TASK DESCRIPTION:
The result should be a faithful copy of every entry below, with the pictures left out.
(DATA SUPPLIED)
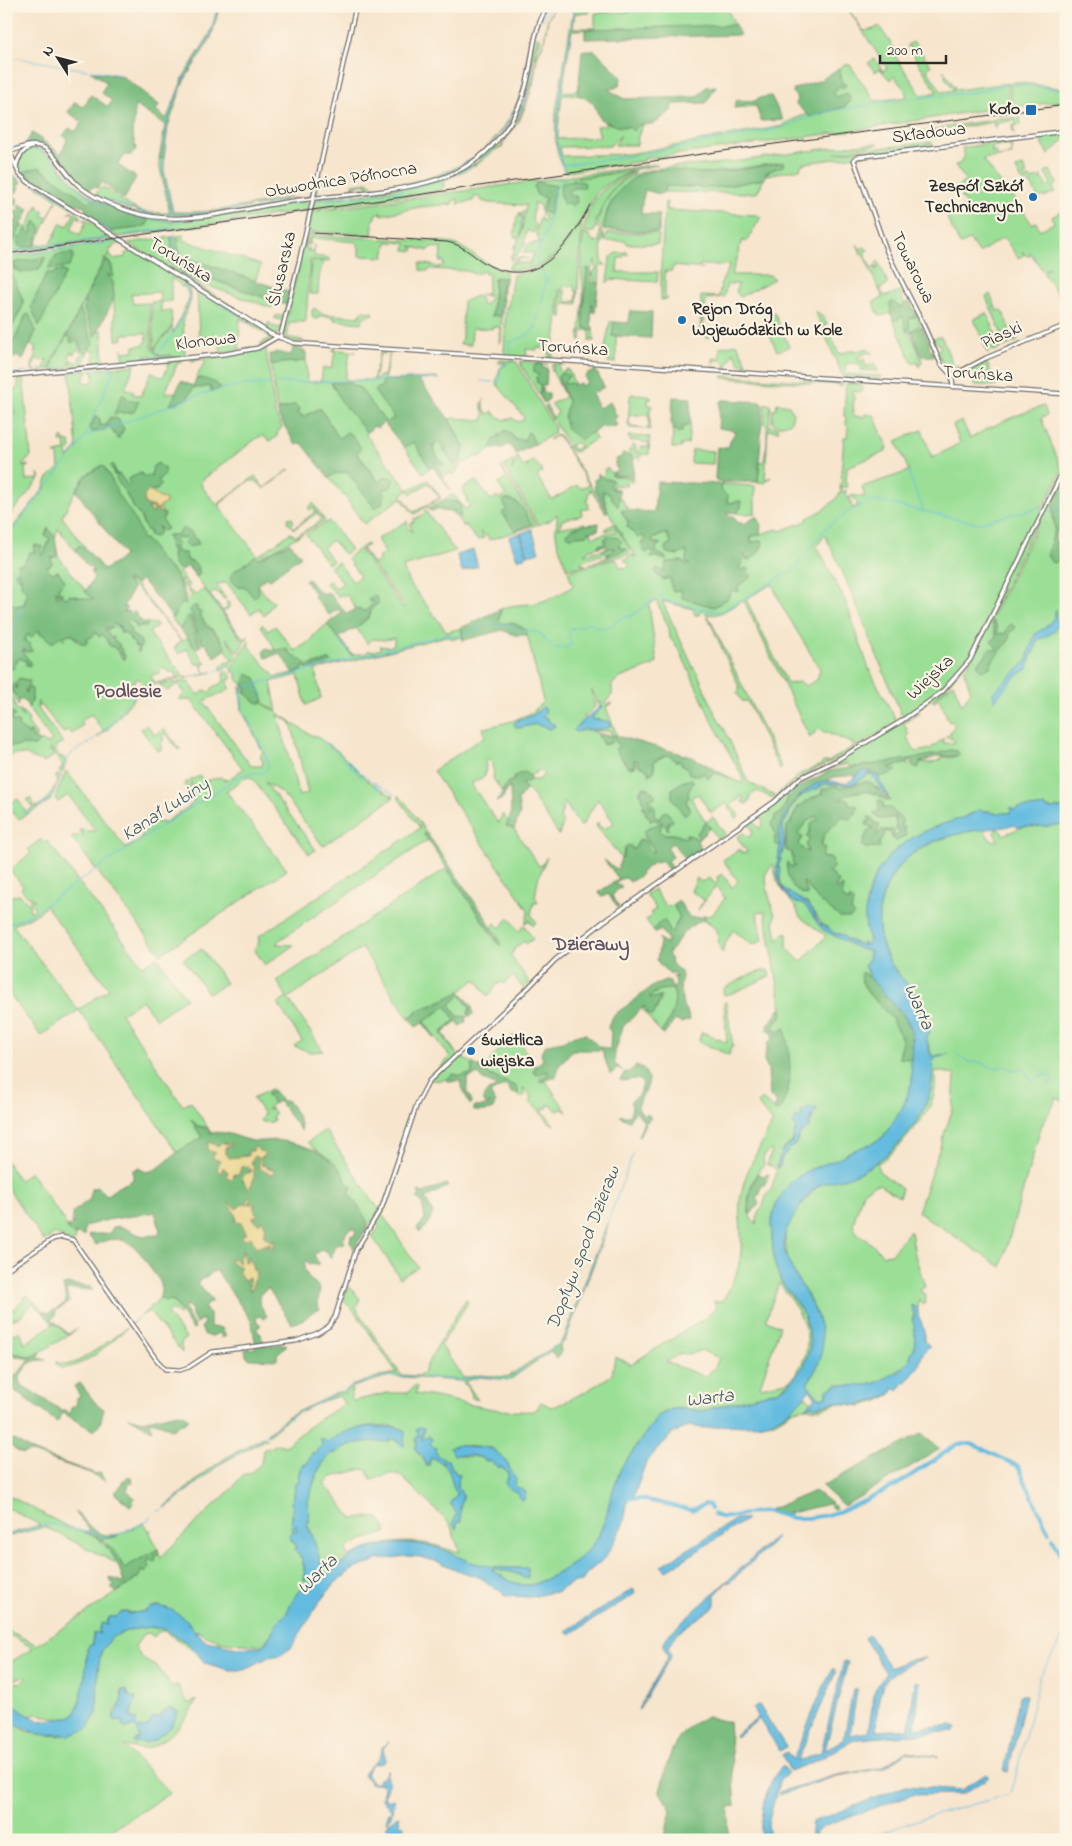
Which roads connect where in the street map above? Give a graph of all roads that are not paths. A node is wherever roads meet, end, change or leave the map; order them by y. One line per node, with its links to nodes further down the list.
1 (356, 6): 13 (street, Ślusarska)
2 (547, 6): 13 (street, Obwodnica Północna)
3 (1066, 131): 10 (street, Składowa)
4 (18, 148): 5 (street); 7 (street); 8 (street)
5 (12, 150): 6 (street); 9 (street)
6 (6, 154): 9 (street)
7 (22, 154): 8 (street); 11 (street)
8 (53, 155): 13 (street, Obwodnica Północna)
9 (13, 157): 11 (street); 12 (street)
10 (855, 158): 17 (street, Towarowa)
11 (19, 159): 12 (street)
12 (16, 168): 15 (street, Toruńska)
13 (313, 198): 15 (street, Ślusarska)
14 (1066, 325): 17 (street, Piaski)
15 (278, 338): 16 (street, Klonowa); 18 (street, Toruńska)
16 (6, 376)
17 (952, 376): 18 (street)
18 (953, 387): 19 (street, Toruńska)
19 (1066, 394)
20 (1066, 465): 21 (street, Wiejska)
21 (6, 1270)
(End DATA SUPPLIED)
OUTPUT:
Which roads connect where in the street map above? Give a graph of all roads that are not paths. A node is wherever roads meet, end, change or leave the map; order them by y. One line per node, with its links to nodes further down the list.
1 (356, 6): 13 (street, Ślusarska)
2 (547, 6): 13 (street, Obwodnica Północna)
3 (1066, 131): 10 (street, Składowa)
4 (18, 148): 5 (street); 7 (street); 8 (street)
5 (12, 150): 6 (street); 9 (street)
6 (6, 154): 9 (street)
7 (22, 154): 8 (street); 11 (street)
8 (53, 155): 13 (street, Obwodnica Północna)
9 (13, 157): 11 (street); 12 (street)
10 (855, 158): 17 (street, Towarowa)
11 (19, 159): 12 (street)
12 (16, 168): 15 (street, Toruńska)
13 (313, 198): 15 (street, Ślusarska)
14 (1066, 325): 17 (street, Piaski)
15 (278, 338): 16 (street, Klonowa); 18 (street, Toruńska)
16 (6, 376)
17 (952, 376): 18 (street)
18 (953, 387): 19 (street, Toruńska)
19 (1066, 394)
20 (1066, 465): 21 (street, Wiejska)
21 (6, 1270)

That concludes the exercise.